_What is required_: Your task is to repeat each record verbatim, exactly as it was written.

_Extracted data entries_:
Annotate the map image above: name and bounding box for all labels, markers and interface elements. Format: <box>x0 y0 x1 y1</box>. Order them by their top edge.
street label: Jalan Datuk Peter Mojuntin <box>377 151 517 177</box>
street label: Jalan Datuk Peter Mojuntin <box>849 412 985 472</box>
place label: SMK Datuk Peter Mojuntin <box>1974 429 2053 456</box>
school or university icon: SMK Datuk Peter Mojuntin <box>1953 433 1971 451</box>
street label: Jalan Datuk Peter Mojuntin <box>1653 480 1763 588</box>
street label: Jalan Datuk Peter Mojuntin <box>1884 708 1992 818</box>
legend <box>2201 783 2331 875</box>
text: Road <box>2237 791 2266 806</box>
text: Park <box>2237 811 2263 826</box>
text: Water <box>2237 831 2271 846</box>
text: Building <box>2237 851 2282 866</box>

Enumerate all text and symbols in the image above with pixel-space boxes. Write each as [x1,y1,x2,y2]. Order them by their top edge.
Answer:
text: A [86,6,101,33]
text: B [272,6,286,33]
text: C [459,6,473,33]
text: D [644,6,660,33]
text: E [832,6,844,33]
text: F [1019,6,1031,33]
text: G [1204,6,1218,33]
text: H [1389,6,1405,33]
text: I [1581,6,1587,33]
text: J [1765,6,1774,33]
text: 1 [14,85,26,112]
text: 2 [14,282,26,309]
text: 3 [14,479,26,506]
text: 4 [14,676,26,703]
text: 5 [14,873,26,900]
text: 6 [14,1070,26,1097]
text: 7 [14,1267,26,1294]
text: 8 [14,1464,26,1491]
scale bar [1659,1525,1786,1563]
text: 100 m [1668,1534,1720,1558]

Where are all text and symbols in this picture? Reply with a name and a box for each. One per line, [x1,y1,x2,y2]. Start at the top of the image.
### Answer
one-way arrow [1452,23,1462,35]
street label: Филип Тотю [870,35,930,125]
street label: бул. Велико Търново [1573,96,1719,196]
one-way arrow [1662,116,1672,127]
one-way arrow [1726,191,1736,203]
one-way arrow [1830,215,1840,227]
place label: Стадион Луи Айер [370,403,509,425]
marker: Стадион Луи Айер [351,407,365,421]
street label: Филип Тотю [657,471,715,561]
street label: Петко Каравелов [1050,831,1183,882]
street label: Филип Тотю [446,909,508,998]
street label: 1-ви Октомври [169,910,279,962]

_Your solution_:
Annotate the map image above: name and bounding box for all labels, markers and interface elements. Format: <box>x0 y0 x1 y1</box>. Order them by their top edge.
street label: Jalan Datuk Peter Mojuntin <box>377 151 517 177</box>
street label: Jalan Datuk Peter Mojuntin <box>849 412 985 472</box>
place label: SMK Datuk Peter Mojuntin <box>1974 429 2053 456</box>
school or university icon: SMK Datuk Peter Mojuntin <box>1953 433 1971 451</box>
street label: Jalan Datuk Peter Mojuntin <box>1653 480 1763 588</box>
street label: Jalan Datuk Peter Mojuntin <box>1884 708 1992 818</box>
legend <box>2201 783 2331 875</box>
text: Road <box>2237 791 2266 806</box>
text: Park <box>2237 811 2263 826</box>
text: Water <box>2237 831 2271 846</box>
text: Building <box>2237 851 2282 866</box>

Enumerate all text and symbols in the image above with pixel-space boxes. Write each as [x1,y1,x2,y2]. Order them by their top edge.
Answer:
text: A [86,6,101,33]
text: B [272,6,286,33]
text: C [459,6,473,33]
text: D [644,6,660,33]
text: E [832,6,844,33]
text: F [1019,6,1031,33]
text: G [1204,6,1218,33]
text: H [1389,6,1405,33]
text: I [1581,6,1587,33]
text: J [1765,6,1774,33]
text: 1 [14,85,26,112]
text: 2 [14,282,26,309]
text: 3 [14,479,26,506]
text: 4 [14,676,26,703]
text: 5 [14,873,26,900]
text: 6 [14,1070,26,1097]
text: 7 [14,1267,26,1294]
text: 8 [14,1464,26,1491]
scale bar [1659,1525,1786,1563]
text: 100 m [1668,1534,1720,1558]

Where are all text and symbols in this picture? Reply with a name and a box for each. One per line, [x1,y1,x2,y2]. Start at the top of the image.
### Answer
one-way arrow [1452,23,1462,35]
street label: Филип Тотю [870,35,930,125]
street label: бул. Велико Търново [1573,96,1719,196]
one-way arrow [1662,116,1672,127]
one-way arrow [1726,191,1736,203]
one-way arrow [1830,215,1840,227]
place label: Стадион Луи Айер [370,403,509,425]
marker: Стадион Луи Айер [351,407,365,421]
street label: Филип Тотю [657,471,715,561]
street label: Петко Каравелов [1050,831,1183,882]
street label: Филип Тотю [446,909,508,998]
street label: 1-ви Октомври [169,910,279,962]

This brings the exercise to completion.